The National Organization for Women (NOW) celebrated its ninth annual Love Your Body Day yesterday.
The Women’s Center, the Dedman Center for Lifetime Sports and the Health Center marked the event, which seeks to raise awareness about the negative body image promoted by Hollywood, advertising and the fashion industry. Several activities were held throughout the day, including a presentation from SMU staff member Brook Dabbs about her own battle with eating disorders.
“We all have images of our body,” Women’s Center Director Karen Click said. “We all have opinions on how we look and how that makes us feel. Some people have very positive body images. Others do absorb messages from others, and this can lead to a distorted body image. We hope for an increased awareness on body image issues and hope that the discussion begins on campus that we need to be changing the way we feel about ourselves.”
The National Eating Disorders Association estimates that 80 percent of women are unhappy with their appearance. According to Birdie Barr, instructor and founder of the Wellness program, a negative body image can affect a person’s self-esteem, self-worth and how they perceive others.
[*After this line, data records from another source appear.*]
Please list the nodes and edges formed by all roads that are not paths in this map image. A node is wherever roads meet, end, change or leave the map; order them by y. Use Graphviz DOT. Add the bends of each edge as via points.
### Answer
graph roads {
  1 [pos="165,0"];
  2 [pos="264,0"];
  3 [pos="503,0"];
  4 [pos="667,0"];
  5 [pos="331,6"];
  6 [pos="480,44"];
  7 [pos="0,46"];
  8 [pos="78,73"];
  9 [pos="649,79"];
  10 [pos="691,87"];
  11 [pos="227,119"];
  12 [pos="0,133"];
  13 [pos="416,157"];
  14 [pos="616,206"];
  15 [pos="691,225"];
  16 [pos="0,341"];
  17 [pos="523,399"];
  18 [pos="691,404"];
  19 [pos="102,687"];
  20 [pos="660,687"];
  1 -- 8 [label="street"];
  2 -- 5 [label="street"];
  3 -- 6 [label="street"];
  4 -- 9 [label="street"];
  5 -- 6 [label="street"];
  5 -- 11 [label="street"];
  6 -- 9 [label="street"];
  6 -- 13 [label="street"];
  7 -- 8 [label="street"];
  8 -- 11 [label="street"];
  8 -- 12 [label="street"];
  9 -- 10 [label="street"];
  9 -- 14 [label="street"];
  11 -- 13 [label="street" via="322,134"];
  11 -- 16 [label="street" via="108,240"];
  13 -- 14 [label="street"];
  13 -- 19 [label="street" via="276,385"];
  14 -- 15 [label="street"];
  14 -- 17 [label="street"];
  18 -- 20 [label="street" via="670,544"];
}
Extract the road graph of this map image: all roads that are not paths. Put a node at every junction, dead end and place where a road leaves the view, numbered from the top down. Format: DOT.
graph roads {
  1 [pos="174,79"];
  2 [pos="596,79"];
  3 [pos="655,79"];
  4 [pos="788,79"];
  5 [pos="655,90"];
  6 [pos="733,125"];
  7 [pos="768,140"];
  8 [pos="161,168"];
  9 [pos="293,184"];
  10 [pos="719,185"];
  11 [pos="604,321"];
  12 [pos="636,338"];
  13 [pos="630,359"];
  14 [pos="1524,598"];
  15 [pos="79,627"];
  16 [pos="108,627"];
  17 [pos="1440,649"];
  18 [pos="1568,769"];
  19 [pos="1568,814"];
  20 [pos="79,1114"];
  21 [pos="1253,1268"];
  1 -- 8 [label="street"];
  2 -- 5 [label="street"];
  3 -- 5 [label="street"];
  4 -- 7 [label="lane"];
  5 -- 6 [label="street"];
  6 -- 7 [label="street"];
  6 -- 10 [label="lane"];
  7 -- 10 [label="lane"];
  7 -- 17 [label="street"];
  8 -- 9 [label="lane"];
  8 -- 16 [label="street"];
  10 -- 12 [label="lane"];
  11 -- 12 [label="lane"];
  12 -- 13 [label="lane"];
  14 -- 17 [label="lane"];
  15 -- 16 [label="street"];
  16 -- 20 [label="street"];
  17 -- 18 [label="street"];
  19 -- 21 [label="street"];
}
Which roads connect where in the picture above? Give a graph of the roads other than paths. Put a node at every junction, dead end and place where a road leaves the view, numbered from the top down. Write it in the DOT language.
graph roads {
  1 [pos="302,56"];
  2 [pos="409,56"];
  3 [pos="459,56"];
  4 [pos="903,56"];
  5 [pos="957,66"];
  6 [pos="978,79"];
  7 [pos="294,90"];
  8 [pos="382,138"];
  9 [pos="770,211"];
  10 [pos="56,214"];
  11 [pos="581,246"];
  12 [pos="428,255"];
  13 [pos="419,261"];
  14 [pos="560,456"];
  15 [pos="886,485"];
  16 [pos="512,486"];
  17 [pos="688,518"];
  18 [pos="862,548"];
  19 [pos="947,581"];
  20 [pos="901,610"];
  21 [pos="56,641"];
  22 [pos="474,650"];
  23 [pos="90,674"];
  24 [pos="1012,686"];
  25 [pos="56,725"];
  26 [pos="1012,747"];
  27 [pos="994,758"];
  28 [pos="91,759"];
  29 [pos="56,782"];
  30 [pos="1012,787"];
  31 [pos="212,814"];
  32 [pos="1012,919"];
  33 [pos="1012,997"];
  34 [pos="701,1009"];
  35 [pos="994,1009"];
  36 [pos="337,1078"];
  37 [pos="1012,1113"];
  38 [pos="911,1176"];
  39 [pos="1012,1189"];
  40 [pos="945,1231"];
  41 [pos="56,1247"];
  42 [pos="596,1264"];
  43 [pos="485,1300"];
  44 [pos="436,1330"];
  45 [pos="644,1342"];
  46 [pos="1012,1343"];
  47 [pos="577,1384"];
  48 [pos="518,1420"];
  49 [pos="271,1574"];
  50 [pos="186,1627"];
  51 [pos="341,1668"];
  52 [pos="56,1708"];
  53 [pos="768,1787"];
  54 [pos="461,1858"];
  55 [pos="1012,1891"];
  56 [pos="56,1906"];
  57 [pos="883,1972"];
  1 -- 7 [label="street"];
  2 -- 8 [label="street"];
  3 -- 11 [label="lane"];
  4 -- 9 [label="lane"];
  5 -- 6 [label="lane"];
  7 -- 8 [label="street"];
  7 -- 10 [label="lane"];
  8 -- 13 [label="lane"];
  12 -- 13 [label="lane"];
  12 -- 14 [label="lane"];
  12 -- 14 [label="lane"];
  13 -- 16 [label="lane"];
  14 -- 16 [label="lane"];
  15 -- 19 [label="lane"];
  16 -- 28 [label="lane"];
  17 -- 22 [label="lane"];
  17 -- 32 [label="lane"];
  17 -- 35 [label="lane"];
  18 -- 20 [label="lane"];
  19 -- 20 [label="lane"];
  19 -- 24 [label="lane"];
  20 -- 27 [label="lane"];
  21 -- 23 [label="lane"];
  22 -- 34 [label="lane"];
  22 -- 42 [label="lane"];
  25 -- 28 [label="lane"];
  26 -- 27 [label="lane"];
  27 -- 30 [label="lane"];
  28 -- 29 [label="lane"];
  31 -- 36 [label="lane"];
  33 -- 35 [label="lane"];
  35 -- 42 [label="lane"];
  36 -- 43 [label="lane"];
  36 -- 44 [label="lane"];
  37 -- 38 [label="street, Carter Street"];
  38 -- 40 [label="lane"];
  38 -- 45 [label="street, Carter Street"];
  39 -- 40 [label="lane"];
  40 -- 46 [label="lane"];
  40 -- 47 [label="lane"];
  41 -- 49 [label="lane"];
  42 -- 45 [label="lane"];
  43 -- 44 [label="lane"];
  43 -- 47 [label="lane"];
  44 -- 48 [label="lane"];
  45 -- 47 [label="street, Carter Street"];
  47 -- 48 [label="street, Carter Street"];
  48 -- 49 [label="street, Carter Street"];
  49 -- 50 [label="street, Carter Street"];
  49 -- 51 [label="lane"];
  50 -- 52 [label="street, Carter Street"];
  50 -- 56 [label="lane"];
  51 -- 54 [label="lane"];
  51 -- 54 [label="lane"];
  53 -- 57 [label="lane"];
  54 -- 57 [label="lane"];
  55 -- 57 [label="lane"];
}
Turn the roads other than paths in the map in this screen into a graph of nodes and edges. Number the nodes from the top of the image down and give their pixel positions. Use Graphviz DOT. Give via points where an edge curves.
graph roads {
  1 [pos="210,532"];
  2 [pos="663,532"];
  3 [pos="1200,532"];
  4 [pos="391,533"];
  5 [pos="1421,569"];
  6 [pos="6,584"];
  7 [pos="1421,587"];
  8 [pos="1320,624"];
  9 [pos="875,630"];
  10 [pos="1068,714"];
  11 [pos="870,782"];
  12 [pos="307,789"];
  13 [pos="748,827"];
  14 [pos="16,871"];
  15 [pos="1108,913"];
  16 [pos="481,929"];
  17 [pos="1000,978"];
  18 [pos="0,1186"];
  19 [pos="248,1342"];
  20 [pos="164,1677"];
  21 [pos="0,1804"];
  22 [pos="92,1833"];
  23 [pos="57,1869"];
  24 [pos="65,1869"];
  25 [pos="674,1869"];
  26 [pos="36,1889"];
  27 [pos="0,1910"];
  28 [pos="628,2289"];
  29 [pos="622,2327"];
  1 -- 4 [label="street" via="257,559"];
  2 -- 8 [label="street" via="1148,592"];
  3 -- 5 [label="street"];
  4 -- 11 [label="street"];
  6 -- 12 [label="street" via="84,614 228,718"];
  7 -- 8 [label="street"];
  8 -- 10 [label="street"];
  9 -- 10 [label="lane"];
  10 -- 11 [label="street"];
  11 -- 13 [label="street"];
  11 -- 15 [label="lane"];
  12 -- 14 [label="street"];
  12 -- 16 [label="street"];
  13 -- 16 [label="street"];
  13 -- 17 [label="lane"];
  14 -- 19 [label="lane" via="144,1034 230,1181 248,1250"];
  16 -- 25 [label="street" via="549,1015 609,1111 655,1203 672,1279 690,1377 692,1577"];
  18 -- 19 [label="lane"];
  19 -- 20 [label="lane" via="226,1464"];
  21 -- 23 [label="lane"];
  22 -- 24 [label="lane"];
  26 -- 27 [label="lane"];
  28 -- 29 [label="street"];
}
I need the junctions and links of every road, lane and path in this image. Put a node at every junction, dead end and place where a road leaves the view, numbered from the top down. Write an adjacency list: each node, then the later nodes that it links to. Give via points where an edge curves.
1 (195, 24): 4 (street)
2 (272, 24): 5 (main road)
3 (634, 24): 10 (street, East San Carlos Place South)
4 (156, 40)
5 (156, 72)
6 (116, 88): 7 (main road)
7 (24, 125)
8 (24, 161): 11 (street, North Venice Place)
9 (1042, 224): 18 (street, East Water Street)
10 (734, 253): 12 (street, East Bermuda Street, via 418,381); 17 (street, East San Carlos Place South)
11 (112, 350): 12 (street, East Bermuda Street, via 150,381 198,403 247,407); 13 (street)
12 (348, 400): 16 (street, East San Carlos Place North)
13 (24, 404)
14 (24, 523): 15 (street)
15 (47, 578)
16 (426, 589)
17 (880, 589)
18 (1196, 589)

“I think 95 percent of women just aren’t born with a model’s body,” she said. “Some women diet, exercise or take more drastic means to try to get a model’s body, and it’s just not going to happen.”
Health educator Megan Knapp believes that true beauty is self-confidence and a positive body image, not physical attractiveness.
“I think the media tries to tell us what beauty is and what sexy is, and it is very harmful,” she said. “We’ve still got a ways to go to change this image because we still see people with body image problems.”
Students surrounding themselves with people that make them feel good is one way to prevent a negative body image, according to Barr.
“You have to have a mindset that you’re not out to impress anyone,” she said. “Don’t compare yourself to others. We seem to be the only creatures who are not happy with who we are. A butterfly doesn’t care how it looks-it just flies around.
When it sees a bluebird it doesn’t say ‘I want to look like that.’ Just be proud of who you are.”
Barr said that a major part of the Wellness program is being happy with who you are physically, emotionally and spiritually.
“It boils down to life,” she said. “There are so many departments and people who want you to have a great experience at life.”
For students dealing with body issues, Counseling and Psychiatric Services (CAPS) is available at the Health Center. A peer advising network is currently in the works with the goal of helping students prepare and teach presentations about a number of issues, including body image. Students wishing to help with the peer advising network can contact Megan Knapp at the Health Center.
“We’re part of a society receiving messages everywhere, in advertising, in the media, in our fairy tales, in our history, in what we give prizes to, in what we pay higher paychecks for,” Click said. “Everywhere standards of beauty are set that no one can meet. I think the biggest point to be made is that we are all different and we can never measure up to one standard of beauty.”